Team Location: Langley Research Center, Hampton, Virginia

Authors:
Joshua Kelly, Project Lead (University of Rhode Island)
Bethany Burress (Christopher Newport University)
Jeffry Ely (Old Dominion University)
Ajoke Williams (Massachusetts Institute of Technology)
Amberle Keith (Idaho State University)

Mentors/Advisers:
Kenton Ross, Ph.D. (NASA, DEVELOP National Science Adviser)
James Favors (Wise County, DEVELOP National Program)
Angelica Gutierrez (National Oceanic and Atmospheric Administration)

Past/Other Contributors:
Pedro Bejares (Embassy of Chile to the United States)
Joaquin Tagle (Embassy of Chile to the United States)
Ricardo Cabezas Cartes (Centro de Información de Recursos Naturales)

Abstract:
For the past four years, Chile has been experiencing a record drought that has driven broad-ranging stressors for many sectors in the country, most notably water resources and agriculture. This has been especially true in the northern regions of Chile, such as the LimarÍ River Basin, where desert-like conditions already exist and strains on limited water resources are more pronounced.  This basin is located in the Coquimbo region, or Region IV, of Chile and covers an area of 11,696 square kilometers.

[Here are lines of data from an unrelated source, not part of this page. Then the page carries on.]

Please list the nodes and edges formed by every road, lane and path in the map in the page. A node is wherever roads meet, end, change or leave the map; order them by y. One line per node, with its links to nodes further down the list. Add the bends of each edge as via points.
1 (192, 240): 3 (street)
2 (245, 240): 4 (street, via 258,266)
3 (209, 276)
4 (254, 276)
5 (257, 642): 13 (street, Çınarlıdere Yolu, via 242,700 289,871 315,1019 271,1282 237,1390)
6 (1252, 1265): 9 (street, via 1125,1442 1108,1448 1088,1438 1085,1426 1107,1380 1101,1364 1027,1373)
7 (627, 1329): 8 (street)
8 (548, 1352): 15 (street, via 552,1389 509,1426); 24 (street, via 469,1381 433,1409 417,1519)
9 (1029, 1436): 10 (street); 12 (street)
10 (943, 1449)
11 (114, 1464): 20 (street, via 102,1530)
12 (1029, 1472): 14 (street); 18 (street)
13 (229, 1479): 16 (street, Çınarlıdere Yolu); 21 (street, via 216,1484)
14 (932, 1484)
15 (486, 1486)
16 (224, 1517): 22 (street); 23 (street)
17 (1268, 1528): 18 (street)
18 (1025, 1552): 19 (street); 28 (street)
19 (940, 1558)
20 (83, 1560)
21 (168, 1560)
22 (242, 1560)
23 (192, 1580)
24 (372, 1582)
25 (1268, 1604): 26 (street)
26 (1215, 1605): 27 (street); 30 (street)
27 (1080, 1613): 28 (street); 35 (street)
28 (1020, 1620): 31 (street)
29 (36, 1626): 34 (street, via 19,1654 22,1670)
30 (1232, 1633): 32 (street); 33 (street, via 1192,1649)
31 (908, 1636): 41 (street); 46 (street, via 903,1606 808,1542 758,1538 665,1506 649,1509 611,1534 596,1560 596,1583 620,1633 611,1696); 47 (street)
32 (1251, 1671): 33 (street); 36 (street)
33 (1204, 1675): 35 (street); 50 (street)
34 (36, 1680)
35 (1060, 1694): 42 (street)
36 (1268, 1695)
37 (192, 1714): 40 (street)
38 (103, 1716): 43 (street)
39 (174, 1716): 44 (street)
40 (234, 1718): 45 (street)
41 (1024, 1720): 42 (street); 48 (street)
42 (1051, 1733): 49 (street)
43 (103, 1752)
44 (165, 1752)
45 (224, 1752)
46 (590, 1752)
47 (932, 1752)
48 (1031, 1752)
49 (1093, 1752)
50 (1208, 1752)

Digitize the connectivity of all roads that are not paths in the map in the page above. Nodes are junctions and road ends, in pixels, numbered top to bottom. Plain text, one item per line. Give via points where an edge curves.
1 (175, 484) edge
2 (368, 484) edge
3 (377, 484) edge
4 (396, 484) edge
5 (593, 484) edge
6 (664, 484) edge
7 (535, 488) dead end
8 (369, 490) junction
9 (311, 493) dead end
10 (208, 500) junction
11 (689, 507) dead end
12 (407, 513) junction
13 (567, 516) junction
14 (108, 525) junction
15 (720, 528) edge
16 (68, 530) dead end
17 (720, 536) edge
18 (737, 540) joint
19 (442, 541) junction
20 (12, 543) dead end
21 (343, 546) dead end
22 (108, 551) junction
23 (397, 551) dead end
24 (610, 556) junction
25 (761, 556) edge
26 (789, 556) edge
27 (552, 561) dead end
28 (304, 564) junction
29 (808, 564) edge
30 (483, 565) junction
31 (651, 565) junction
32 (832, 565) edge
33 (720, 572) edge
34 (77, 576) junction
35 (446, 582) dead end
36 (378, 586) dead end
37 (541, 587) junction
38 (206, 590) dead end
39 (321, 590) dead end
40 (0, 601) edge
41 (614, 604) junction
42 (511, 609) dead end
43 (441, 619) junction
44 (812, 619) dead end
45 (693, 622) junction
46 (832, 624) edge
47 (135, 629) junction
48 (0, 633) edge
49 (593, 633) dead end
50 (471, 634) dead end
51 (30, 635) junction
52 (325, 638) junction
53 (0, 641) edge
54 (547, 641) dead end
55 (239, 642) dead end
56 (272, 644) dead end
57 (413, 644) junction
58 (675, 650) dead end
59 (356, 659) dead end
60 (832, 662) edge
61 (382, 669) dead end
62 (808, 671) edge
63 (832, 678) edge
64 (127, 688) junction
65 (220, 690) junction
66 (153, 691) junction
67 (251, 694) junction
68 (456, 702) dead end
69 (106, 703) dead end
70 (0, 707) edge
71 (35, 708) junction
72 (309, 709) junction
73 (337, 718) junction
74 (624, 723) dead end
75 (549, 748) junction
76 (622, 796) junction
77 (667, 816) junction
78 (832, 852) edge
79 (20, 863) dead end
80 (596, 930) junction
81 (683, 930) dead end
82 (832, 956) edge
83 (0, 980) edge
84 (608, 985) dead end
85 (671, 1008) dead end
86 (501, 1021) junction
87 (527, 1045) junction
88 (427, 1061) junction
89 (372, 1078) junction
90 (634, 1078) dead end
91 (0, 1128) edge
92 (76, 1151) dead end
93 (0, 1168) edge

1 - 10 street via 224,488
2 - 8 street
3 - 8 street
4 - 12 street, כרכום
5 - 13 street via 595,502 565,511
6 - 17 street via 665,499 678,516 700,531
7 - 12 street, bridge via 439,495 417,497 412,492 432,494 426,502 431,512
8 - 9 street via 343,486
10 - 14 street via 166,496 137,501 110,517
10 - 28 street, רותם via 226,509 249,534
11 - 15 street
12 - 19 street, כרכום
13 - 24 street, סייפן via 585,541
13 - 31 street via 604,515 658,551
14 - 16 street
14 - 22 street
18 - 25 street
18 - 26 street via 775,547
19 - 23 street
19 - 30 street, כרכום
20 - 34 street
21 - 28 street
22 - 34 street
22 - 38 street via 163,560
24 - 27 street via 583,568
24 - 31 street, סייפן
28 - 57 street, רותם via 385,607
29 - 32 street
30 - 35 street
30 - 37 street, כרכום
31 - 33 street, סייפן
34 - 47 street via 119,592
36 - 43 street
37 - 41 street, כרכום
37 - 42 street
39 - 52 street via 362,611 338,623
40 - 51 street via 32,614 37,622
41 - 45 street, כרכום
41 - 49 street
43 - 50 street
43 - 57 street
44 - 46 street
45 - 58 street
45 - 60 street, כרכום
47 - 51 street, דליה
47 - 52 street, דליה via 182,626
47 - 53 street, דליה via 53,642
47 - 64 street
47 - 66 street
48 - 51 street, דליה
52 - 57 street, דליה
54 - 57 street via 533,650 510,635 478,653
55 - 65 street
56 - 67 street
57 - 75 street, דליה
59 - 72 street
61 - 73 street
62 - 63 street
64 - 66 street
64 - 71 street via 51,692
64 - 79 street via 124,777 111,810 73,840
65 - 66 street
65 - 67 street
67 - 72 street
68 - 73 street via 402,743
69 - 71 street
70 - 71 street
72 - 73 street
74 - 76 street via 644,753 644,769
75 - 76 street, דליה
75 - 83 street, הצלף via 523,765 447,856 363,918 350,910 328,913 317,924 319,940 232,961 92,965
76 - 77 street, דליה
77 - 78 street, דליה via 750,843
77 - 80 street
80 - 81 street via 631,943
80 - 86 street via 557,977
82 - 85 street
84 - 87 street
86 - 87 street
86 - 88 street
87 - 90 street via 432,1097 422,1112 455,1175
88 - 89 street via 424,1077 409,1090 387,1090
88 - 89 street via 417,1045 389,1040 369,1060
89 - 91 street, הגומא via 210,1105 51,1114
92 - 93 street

A major source of available water is snowmelt from the adjacent Andes Mountains where snow can accumulate above 2,500 meters. Maximum river discharge is reached during the late spring and summer months (October-January) coinciding with the growing season. The Centro de Información de Recursos Naturales (CIREN) maintains and interprets images and data as they relate to agriculture and natural resources within Coquimbo. Currently, measurements of streamflow and available water from snowpack are limited to sparse monitoring stations in the mountains; therefore forecasts of available water for the growing season are unreliable.

This project used existing hydrologic and temperature data from the monitoring stations in combination with remote-sensing techniques to better determine potential water availability for the 2013 growing season (September to November). Global digital elevation data collected by the Advanced Spaceborne Thermal Emission and Reflection Radiometer (ASTER) sensor on board the Terra satellite was used to delineate the watershed boundary of the Limarí Basin. The daily snow cover extent within the Limarí Basin was determined and mapped by using data collected by the Moderate Resolution Imaging Spectroradiometer (MODIS) on board the Terra satellite. Snow cover data was used with other hydrologic data in the Snowmelt Runoff Model (SRM) created by the U.S. Department of Agriculture (USDA) to forecast the amount of daily Andean snowmelt discharge. These predictions will help the regional water group decide how to allocate water most efficiently in the community.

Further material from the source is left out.